14 Mar Things to Remember When Markets Fall
In response to the recent market downturns, there are number of ‘Things to Remember When Markets Fall’ to help cut-through the noise and achieve your long-term investment plans.
Headline Index Falls vs. Client Falls
We will be reading some scary numbers on the news and online. Talk of “1,000-point declines” and “FTSE down 8% this morning” is bound to cause concern. But remember that only a minority of advised clients will be 100% invested in shares. At Pocock Rutherford the most popular client risk level is Balanced, where your funds will hold only around 50% in shares. It’s worth remembering some other assets have quietly gone up in the last few weeks, not down. But no headline writer wants to trumpet the fact the government bonds have advanced, because…
The media needs sensation…but clients need patience
Media is competitive. There’s less attention, and therefore less money, in measured and rational commentary than there is in doom and crisis. It is in news editors’ interests to stoke things up. Advisers need to do the opposite: dampen down the fears. Don’t let yourself be pulled this way and that by the whims of front-page headline writers.
Always ‘Pan Out’ Your View of Markets
This is the worst FTSE fall in history, from October 1987:
Looks horrible, doesn’t it? But note that the market actually ended that year up by over 6%! The dramatic fall grabbed the headlines and that is what we remember today. The steady 40%+ gains in the first nine months of the year get forgotten.

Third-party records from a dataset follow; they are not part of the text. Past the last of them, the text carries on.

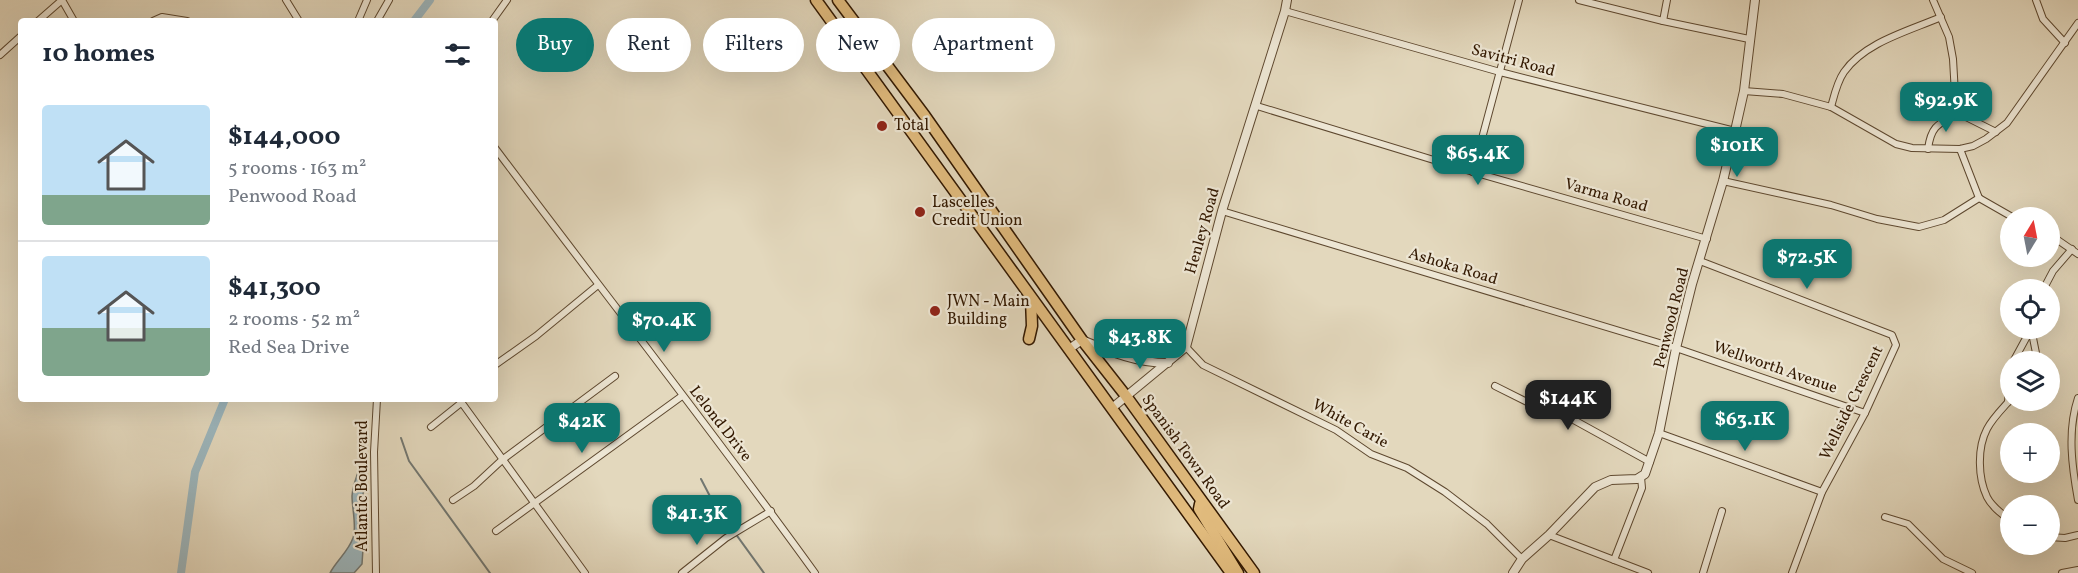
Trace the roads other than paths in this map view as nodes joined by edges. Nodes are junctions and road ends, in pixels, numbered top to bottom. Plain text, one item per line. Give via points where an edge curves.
1 (286, 0) edge
2 (367, 0) edge
3 (389, 0) edge
4 (507, 0) edge
5 (816, 0) edge
6 (838, 0) edge
7 (1287, 0) edge
8 (1519, 0) edge
9 (1579, 0) edge
10 (1667, 0) edge
11 (1755, 0) edge
12 (1933, 0) edge
13 (2036, 0) edge
14 (1285, 11) junction
15 (1941, 17) junction
16 (41, 18) edge
17 (72, 18) edge
18 (297, 18) edge
19 (359, 18) edge
20 (379, 18) edge
21 (494, 18) edge
22 (1663, 21) junction
23 (2078, 23) edge
24 (18, 39) edge
25 (1749, 39) junction
26 (2065, 43) junction
27 (0, 55) edge
28 (1500, 72) junction
29 (1744, 91) junction
30 (1257, 106) junction
31 (1831, 107) junction
32 (1958, 113) junction
33 (925, 116) junction
34 (910, 129) junction
35 (1735, 131) junction
36 (1996, 132) junction
37 (1928, 149) junction
38 (1960, 149) junction
39 (498, 151) edge
40 (1473, 172) junction
41 (1724, 181) junction
42 (1979, 198) junction
43 (2000, 210) edge
44 (1222, 211) junction
45 (1707, 239) junction
46 (2060, 242) edge
47 (2075, 252) edge
48 (1700, 261) junction
49 (2049, 279) edge
50 (598, 285) junction
51 (1031, 295) junction
52 (1029, 339) dead end
53 (1082, 340) junction
54 (1186, 347) junction
55 (1676, 348) junction
56 (1069, 349) junction
57 (498, 363) edge
58 (1168, 363) junction
59 (615, 376) dead end
60 (1495, 386) dead end
61 (682, 396) junction
62 (1126, 396) junction
63 (2078, 398) edge
64 (377, 402) edge
65 (459, 402) edge
66 (461, 402) edge
67 (1112, 408) junction
68 (2001, 411) edge
69 (1865, 413) junction
70 (2076, 413) edge
71 (431, 427) dead end
72 (1659, 434) junction
73 (502, 460) junction
74 (1650, 462) junction
75 (2076, 475) edge
76 (1641, 477) junction
77 (1822, 492) junction
78 (453, 500) dead end
79 (2078, 500) edge
80 (1202, 501) junction
81 (533, 504) junction
82 (771, 511) junction
83 (1722, 511) dead end
84 (2000, 513) edge
85 (1885, 517) dead end
86 (496, 531) dead end
87 (1549, 535) junction
88 (2078, 535) edge
89 (2060, 538) edge
90 (1522, 559) junction
91 (1614, 560) junction
92 (2078, 570) edge
93 (376, 573) edge
94 (585, 573) edge
95 (682, 573) edge
96 (815, 573) edge
97 (1231, 573) edge
98 (1239, 573) edge
99 (1254, 573) edge
100 (1514, 573) edge
101 (1648, 573) edge
102 (1703, 573) edge
103 (1792, 573) edge
104 (1972, 573) edge
105 (2062, 573) edge

1 - 18 street
2 - 19 street
3 - 20 street
4 - 21 street
5 - 34 highway, Spanish Town Road
6 - 33 highway, Spanish Town Road
7 - 14 street, Henley Road
8 - 28 street
9 - 22 street
10 - 22 street
11 - 25 street, Penwood Road
12 - 15 street
13 - 26 street via 2043,19
14 - 28 street, Savitri Road
14 - 30 street, Henley Road
15 - 31 street via 1859,55 1843,73
15 - 32 street via 1953,60
16 - 17 street via 62,0
22 - 25 street
23 - 26 street
24 - 27 street
25 - 29 street, Penwood Road
26 - 36 street via 2007,123
28 - 35 street, Savitri Road
28 - 40 street
29 - 31 street via 1783,94
29 - 35 street, Penwood Road
30 - 40 street, Varma Road
30 - 44 street, Henley Road
31 - 37 street via 1896,144
32 - 36 street
32 - 37 street via 1933,129
33 - 34 highway
33 - 53 highway, Spanish Town Road
34 - 51 highway, Spanish Town Road
35 - 41 street, Penwood Road
36 - 38 street
37 - 38 street
38 - 42 street
39 - 50 street, Lelond Drive
40 - 45 street, Varma Road
41 - 42 street via 1919,226 1944,220
41 - 45 street, Penwood Road
42 - 43 street
44 - 54 street, Henley Road
44 - 55 street, Ashoka Road
45 - 48 street, Penwood Road
46 - 47 street
47 - 49 street
48 - 55 street, Penwood Road
48 - 69 street, Wellside Crescent via 1892,335 1896,345
50 - 57 street
50 - 61 street, Lelond Drive
51 - 52 highway
51 - 56 highway, Spanish Town Road
53 - 56 street
53 - 58 street via 1131,359
53 - 62 highway, Spanish Town Road
54 - 58 street
54 - 90 street, White Carie via 1203,365 1336,430 1371,454 1407,468 1487,524
55 - 69 street, Wellworth Avenue
55 - 72 street, Penwood Road
56 - 67 highway, Spanish Town Road
58 - 62 street
59 - 73 street
60 - 74 street via 1572,419
61 - 81 street
61 - 82 street, Lelond Drive
62 - 67 street
62 - 80 highway, Spanish Town Road
63 - 70 street
64 - 93 street, Atlantic Boulevard
65 - 71 street
66 - 73 street
67 - 97 highway, Spanish Town Road
68 - 84 street via 1987,428 1980,461 1988,498
69 - 77 street, Wellside Crescent
70 - 75 street via 2071,447
72 - 74 street, Penwood Road
72 - 77 street
73 - 78 street
73 - 81 street
74 - 76 street, Penwood Road
75 - 79 street
76 - 87 street via 1611,480 1595,487
76 - 91 street via 1642,488
77 - 103 street, Wellside Crescent
80 - 98 highway via 1199,508
80 - 99 highway, Spanish Town Road
81 - 86 street
81 - 94 street
82 - 95 street via 726,538
82 - 96 street, Lelond Drive
83 - 102 street
85 - 104 street via 1908,524 1943,559
87 - 90 street
87 - 91 street
88 - 89 street
90 - 100 street
91 - 101 street
92 - 105 street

But, much more importantly, here is that same “record” crash on a genuine long-term view:
It’s not much, is it? Hardly a blip. Not worth a panic.
Remember Dividends
We also have to remember that, when it comes to shares, prices make all the noise and grab the headlines… but it’s dividends that do the real work. Here is the same long-term FTSE 100 chart from above on both a Total Return basis (Red) and a Price Only basis (Blue):
You can see that the Price Only return (the return to the investor from capital appreciation in the index alone) is 284.9%. The Total Return, which includes the impact of reinvesting dividends, is 1265.33%. The difference is massive. And yet we seldom hear about equity dividends on the news.
Don’t Try to Time It
We all wish that we were clairvoyant. We’d sell just before the dips, buy just before the rises, and wallpaper our castles with £50 notes. But we can’t do that, because markets are unpredictable by their nature. Investors get paid, over the long term, a premium over risk-free assets as a reward for bearing uncertainty. If it were possible to get the returns without the uncertainty, then everybody would do it and the return premium would be arbitraged to zero.

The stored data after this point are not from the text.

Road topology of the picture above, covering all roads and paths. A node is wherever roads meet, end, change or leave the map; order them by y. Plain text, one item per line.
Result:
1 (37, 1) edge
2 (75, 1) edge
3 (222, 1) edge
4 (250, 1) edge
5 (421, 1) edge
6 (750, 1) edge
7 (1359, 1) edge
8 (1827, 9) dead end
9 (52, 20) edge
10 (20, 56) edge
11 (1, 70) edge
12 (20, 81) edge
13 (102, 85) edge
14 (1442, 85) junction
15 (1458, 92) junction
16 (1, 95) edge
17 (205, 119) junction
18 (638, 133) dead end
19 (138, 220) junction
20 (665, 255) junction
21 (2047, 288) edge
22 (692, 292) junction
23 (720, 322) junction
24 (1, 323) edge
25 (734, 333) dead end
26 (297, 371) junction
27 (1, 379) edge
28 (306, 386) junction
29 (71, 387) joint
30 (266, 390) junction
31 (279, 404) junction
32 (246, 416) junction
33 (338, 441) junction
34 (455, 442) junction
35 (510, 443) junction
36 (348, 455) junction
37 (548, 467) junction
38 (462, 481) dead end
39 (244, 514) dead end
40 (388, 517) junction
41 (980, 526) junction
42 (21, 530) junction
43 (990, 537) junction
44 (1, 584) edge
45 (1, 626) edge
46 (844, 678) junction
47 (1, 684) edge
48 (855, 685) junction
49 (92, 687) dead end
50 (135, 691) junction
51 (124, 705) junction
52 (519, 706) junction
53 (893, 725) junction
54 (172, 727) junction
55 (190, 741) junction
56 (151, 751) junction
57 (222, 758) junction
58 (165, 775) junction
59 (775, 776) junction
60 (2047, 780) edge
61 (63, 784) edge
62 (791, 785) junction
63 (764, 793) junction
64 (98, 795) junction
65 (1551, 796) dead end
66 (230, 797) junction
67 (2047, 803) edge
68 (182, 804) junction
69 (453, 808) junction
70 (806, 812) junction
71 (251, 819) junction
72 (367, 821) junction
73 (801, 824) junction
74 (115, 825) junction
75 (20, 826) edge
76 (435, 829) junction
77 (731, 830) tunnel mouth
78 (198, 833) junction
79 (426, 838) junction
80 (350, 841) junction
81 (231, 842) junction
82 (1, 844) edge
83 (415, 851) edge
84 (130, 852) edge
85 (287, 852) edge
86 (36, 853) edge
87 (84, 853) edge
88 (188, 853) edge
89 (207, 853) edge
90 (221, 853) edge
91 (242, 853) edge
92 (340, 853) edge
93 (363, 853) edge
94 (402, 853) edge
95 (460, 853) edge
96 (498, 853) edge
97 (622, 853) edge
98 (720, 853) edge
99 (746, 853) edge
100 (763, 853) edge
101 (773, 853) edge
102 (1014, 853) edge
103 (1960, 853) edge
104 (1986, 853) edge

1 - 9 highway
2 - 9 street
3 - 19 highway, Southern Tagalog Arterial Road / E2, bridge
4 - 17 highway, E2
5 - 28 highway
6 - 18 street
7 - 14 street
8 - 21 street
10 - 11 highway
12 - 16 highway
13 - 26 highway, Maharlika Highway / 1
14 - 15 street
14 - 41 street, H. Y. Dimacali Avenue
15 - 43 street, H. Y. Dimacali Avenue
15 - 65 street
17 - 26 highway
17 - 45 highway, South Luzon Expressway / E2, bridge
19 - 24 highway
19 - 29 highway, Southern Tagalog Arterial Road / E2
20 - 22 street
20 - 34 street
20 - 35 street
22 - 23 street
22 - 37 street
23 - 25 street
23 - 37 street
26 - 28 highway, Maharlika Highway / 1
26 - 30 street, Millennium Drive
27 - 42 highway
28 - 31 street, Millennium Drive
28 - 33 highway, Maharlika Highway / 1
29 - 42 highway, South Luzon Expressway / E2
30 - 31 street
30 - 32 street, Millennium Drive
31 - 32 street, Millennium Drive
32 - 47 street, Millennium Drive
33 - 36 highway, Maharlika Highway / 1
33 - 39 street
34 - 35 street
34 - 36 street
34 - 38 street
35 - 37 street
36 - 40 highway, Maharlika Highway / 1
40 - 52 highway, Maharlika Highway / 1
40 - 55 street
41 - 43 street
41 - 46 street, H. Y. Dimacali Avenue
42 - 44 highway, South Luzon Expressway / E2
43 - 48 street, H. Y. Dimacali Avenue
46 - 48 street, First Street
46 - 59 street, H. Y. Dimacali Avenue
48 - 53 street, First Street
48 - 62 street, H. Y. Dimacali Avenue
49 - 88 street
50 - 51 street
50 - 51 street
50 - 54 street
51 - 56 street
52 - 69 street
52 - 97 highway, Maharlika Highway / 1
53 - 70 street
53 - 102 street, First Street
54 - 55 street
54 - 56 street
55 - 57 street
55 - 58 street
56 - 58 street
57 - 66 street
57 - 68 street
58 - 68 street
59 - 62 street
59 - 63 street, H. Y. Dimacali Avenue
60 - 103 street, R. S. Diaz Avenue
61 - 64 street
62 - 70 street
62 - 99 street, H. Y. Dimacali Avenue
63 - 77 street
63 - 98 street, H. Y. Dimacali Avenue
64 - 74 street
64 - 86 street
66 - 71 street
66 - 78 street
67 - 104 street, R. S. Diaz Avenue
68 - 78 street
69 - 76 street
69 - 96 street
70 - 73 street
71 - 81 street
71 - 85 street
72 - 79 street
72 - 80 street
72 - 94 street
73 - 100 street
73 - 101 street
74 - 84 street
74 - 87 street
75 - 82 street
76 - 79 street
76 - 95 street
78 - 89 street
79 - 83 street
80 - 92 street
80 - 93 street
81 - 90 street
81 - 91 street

You can’t do what’s right for your portfolio by pretending to know exactly when to be ‘in’ or ‘out’.
The Economy is Still There
Coronavirus is very worrying, and the global attempt to mitigate its spread is going to slow down activity for a while. It’s not so much the virus itself that is causing market falls, but the constraints on human activity that follow it.
But beneath these legitimate concerns lies an economy still functioning, demand still present, workers still trained and capable, machinery still turning, minerals still in the ground, holidays still to be taken, bellies to fill, roads to be repaired…everything that we collectively call “The Economy”.
It hasn’t gone away. If it slows down for a bit, it will only come back all the stronger.
What Was The Original Plan?
So, let’s ask the questions that really matter:
- What was your plan when you made this investment?
- What timescale did you put on it?
- What risk level did you agree to accept?
- What part of your life was this investment designed to serve?
- And what part of your plan involved waiting for an opportunity to sell your holdings for a loss?
If you can sell, it means somebody else wants to buy. Don’t let your hard-earned capital be somebody else’s bargain.
Take Advice
Investors need advice now more than ever. Talk to your adviser, who will remind you that this is not the first time that markets have had a bad run, and that they understand how they’re feeling. Take a view on the urge to “take action”, and whether that action be prudent or not.
Taking advice right now, while fear stalks the markets, is advice that will change people’s lives for the better. The DIY investors might be panic selling right now. But you have your Adviser to call upon. They will thank you for being present, being honest, and bringing them back to the plan.